Conscient que la diversité constitue la matrice d’un monde en pleine mutation et que l’altérité permet une reconstruction identitaire, l’enseignant de langue doit, à ce niveau, inscrire ses enseignements dans une logique interculturelle en exploitant des supports qui prennent en charge le volet culturel de la langue. Dans cette même perspective, l’approche interculturelle ne peut être réduite à un catalogue de monuments, d’évènements ou de personnages. Le choix des supports et des objectifs devrait viser à préparer et former l’apprenant de FLE à faire face à une réalité sociale, interculturelle, artistique se rattachant au pays et des locuteurs de la langue — culture cible. Pour le cas de notre programme de la L1, il s’agit d’une familiarisation du public d’enquête avec la culture espagnole et d’une sensibilisation aux substances de la culture - cible en transcendant les clichés et les stéréotypes réducteurs qui l’affabuleraient d’une identité préfabriquée et tronquée.

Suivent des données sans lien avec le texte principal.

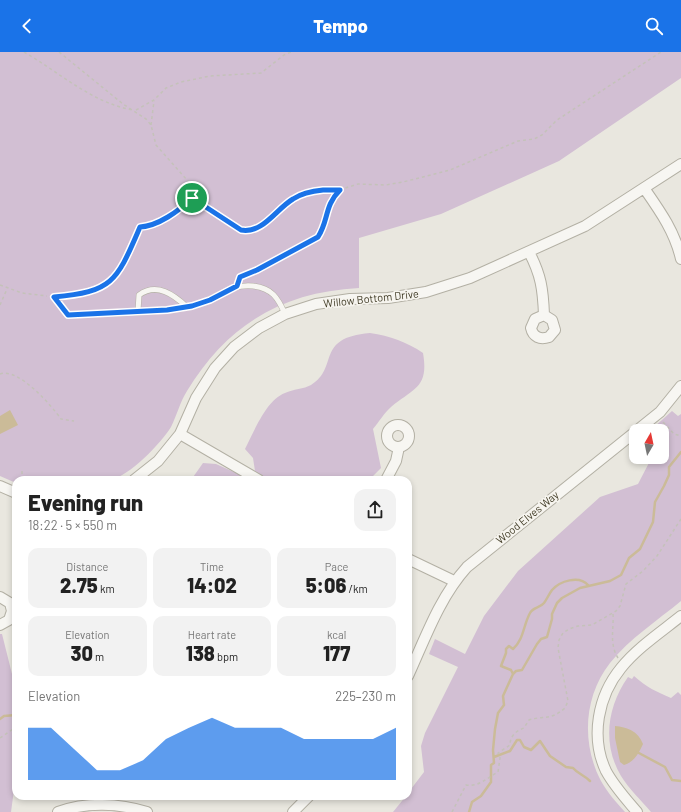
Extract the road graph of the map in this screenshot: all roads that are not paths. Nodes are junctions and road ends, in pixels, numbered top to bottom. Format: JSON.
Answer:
{"nodes":[{"id":1,"x":681,"y":164,"type":"edge"},
{"id":2,"x":644,"y":188,"type":"junction"},
{"id":3,"x":528,"y":252,"type":"junction"},
{"id":4,"x":681,"y":259,"type":"edge"},
{"id":5,"x":54,"y":297,"type":"road end"},
{"id":6,"x":187,"y":307,"type":"junction"},
{"id":7,"x":138,"y":311,"type":"junction"},
{"id":8,"x":285,"y":314,"type":"junction"},
{"id":9,"x":544,"y":315,"type":"dead end"},
{"id":10,"x":681,"y":386,"type":"edge"},
{"id":11,"x":180,"y":434,"type":"junction"},
{"id":12,"x":399,"y":447,"type":"dead end"},
{"id":13,"x":139,"y":476,"type":"edge"},
{"id":14,"x":251,"y":476,"type":"edge"},
{"id":15,"x":388,"y":476,"type":"edge"},
{"id":16,"x":0,"y":486,"type":"edge"},
{"id":17,"x":12,"y":491,"type":"edge"},
{"id":18,"x":412,"y":561,"type":"edge"},
{"id":19,"x":454,"y":581,"type":"junction"},
{"id":20,"x":0,"y":597,"type":"edge"},
{"id":21,"x":12,"y":600,"type":"edge"},
{"id":22,"x":12,"y":615,"type":"edge"},
{"id":23,"x":681,"y":616,"type":"edge"},
{"id":24,"x":0,"y":625,"type":"edge"},
{"id":25,"x":412,"y":667,"type":"edge"},
{"id":26,"x":305,"y":800,"type":"edge"},
{"id":27,"x":58,"y":812,"type":"edge"},
{"id":28,"x":147,"y":812,"type":"edge"},
{"id":29,"x":293,"y":812,"type":"edge"},
{"id":30,"x":638,"y":812,"type":"edge"}],
"edges":[{"from":1,"to":2,"type":"street","name":"Willow Bottom Drive"},
{"from":2,"to":3,"type":"street","name":"Willow Bottom Drive"},
{"from":2,"to":4,"type":"street"},
{"from":3,"to":8,"type":"street","name":"Willow Bottom Drive"},
{"from":3,"to":9,"type":"street"},
{"from":5,"to":7,"type":"lane"},
{"from":6,"to":7,"type":"lane"},
{"from":6,"to":7,"type":"lane"},
{"from":6,"to":8,"type":"lane"},
{"from":8,"to":11,"type":"street","name":"Willow Bottom Drive"},
{"from":10,"to":19,"type":"street","name":"Wood Elves Way"},
{"from":11,"to":13,"type":"street","name":"Willow Bottom Drive"},
{"from":11,"to":14,"type":"street"},
{"from":12,"to":15,"type":"street"},
{"from":16,"to":17,"type":"street"},
{"from":18,"to":19,"type":"street"},
{"from":19,"to":25,"type":"street","name":"Wood Elves Way"},
{"from":20,"to":21,"type":"street"},
{"from":22,"to":24,"type":"street"},
{"from":23,"to":30,"type":"street"},
{"from":26,"to":29,"type":"street"},
{"from":27,"to":28,"type":"street"}]}
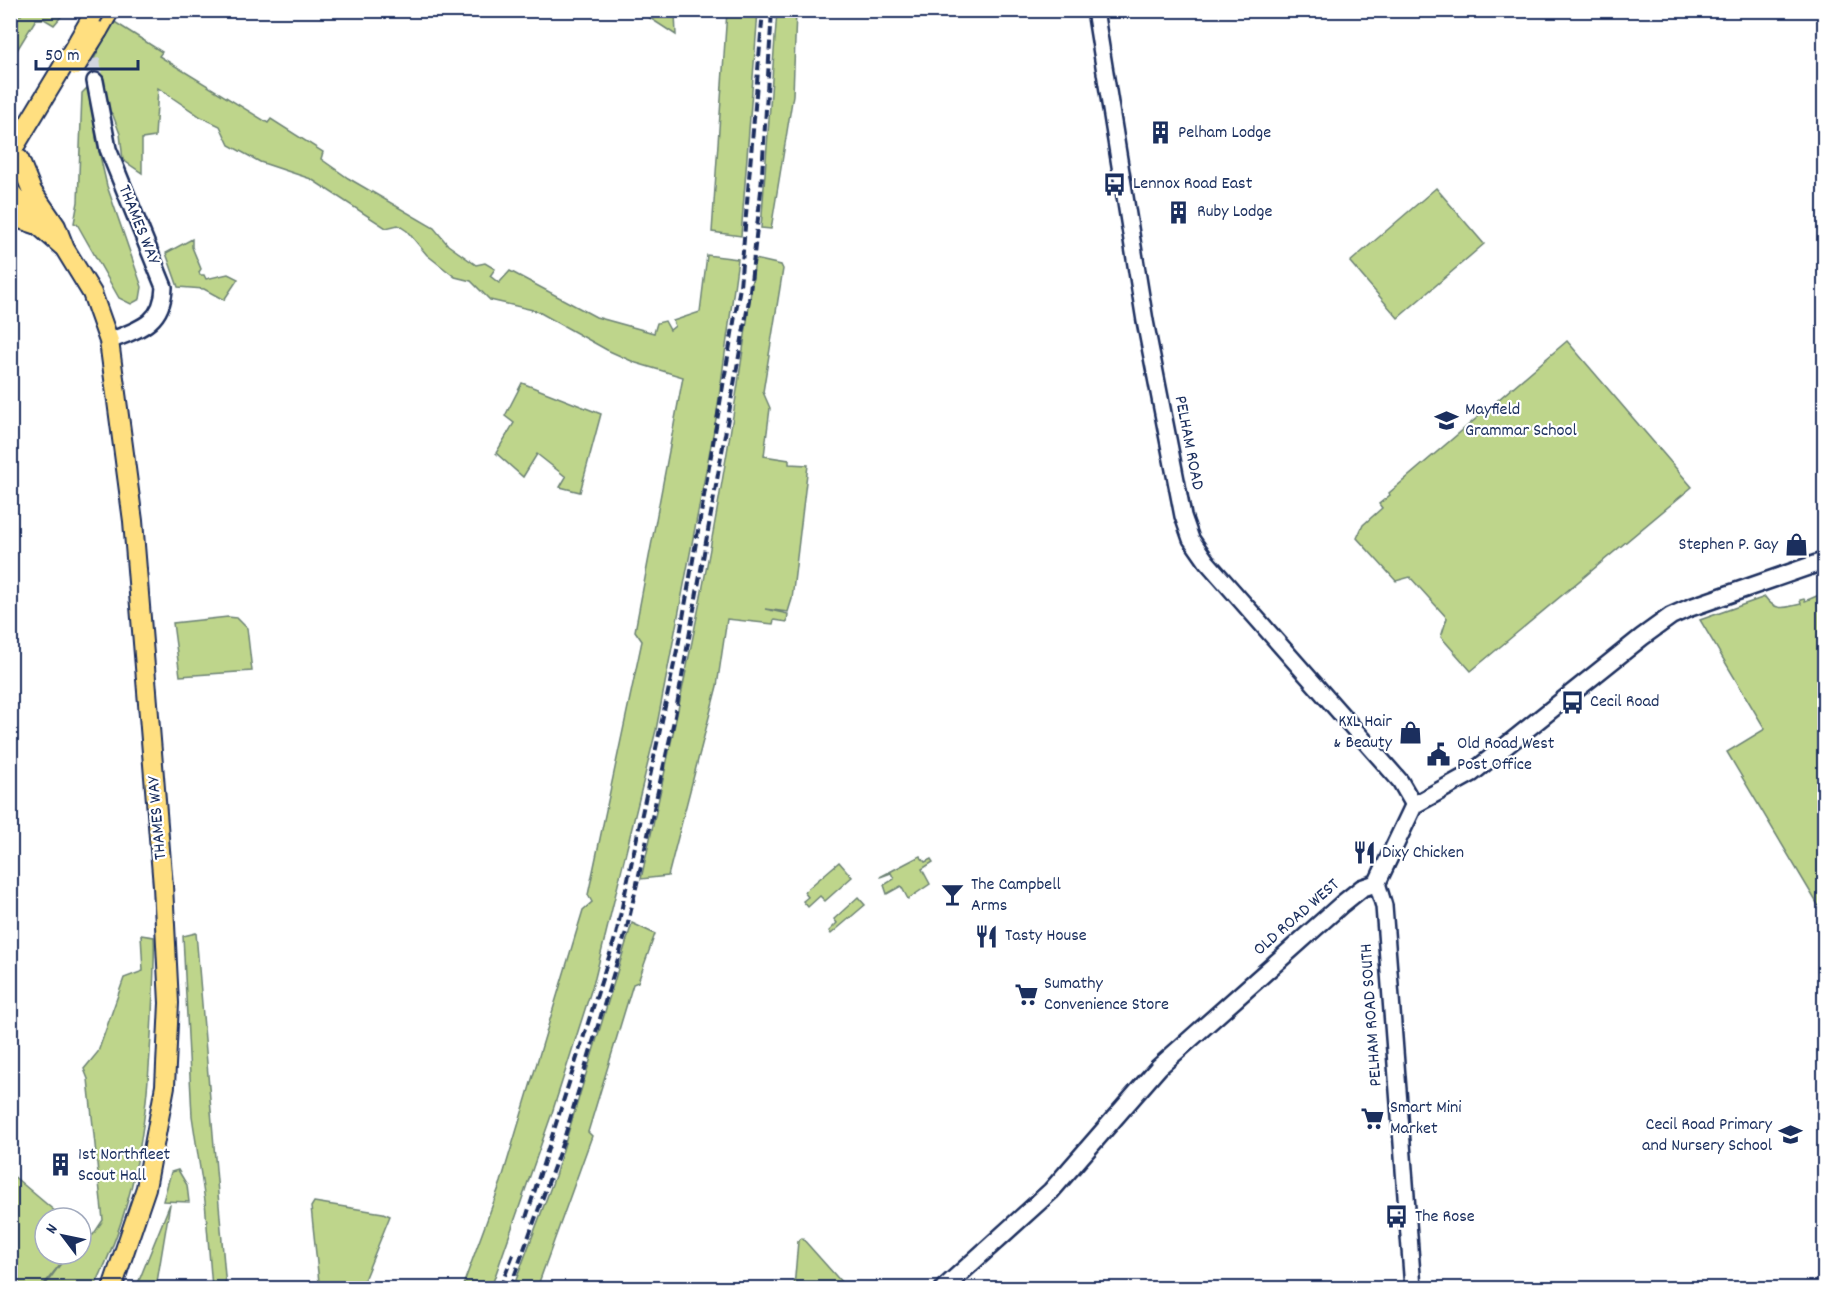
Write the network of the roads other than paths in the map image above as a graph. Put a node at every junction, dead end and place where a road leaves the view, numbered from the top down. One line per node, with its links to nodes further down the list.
1 (96, 10): 5 (main road, bridge)
2 (110, 10): 5 (main road, bridge)
3 (1095, 10): 13 (street, PELHAM ROAD)
4 (95, 81): 11 (street, THAMES WAY)
5 (53, 94): 6 (main road)
6 (13, 163): 10 (main road, THAMES WAY)
7 (10, 191): 9 (main road, THAMES WAY)
8 (10, 216): 9 (main road)
9 (38, 225): 10 (main road, THAMES WAY)
10 (66, 249): 11 (main road, THAMES WAY)
11 (109, 341): 15 (main road, THAMES WAY)
12 (1824, 561): 13 (main road)
13 (1414, 805): 14 (main road)
14 (1377, 883): 16 (main road, OLD ROAD WEST); 17 (street, PELHAM ROAD SOUTH)
15 (112, 1288)
16 (945, 1288)
17 (1413, 1288)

Ainsi l’identité des textes et les supports exploités, en plus de connaître l’Autre, permet un renforcement linguistique du français langue étrangère puisqu’il constitue un lieu où la langue s’exerce, vit et évolue.
L’approche interculturelle en classe de FLE permet une émancipation et un épanouissement de l’apprenant puisqu’elle l’initie à la connaissance, à la reconnaissance, à la tolérance, à l’acceptation et surtout à la prise en conscience de soi et des Autres dans leurs différences. A contrario, renoncer à cette approche didactique donnerait lieu à diverses formes de racisme et de violence.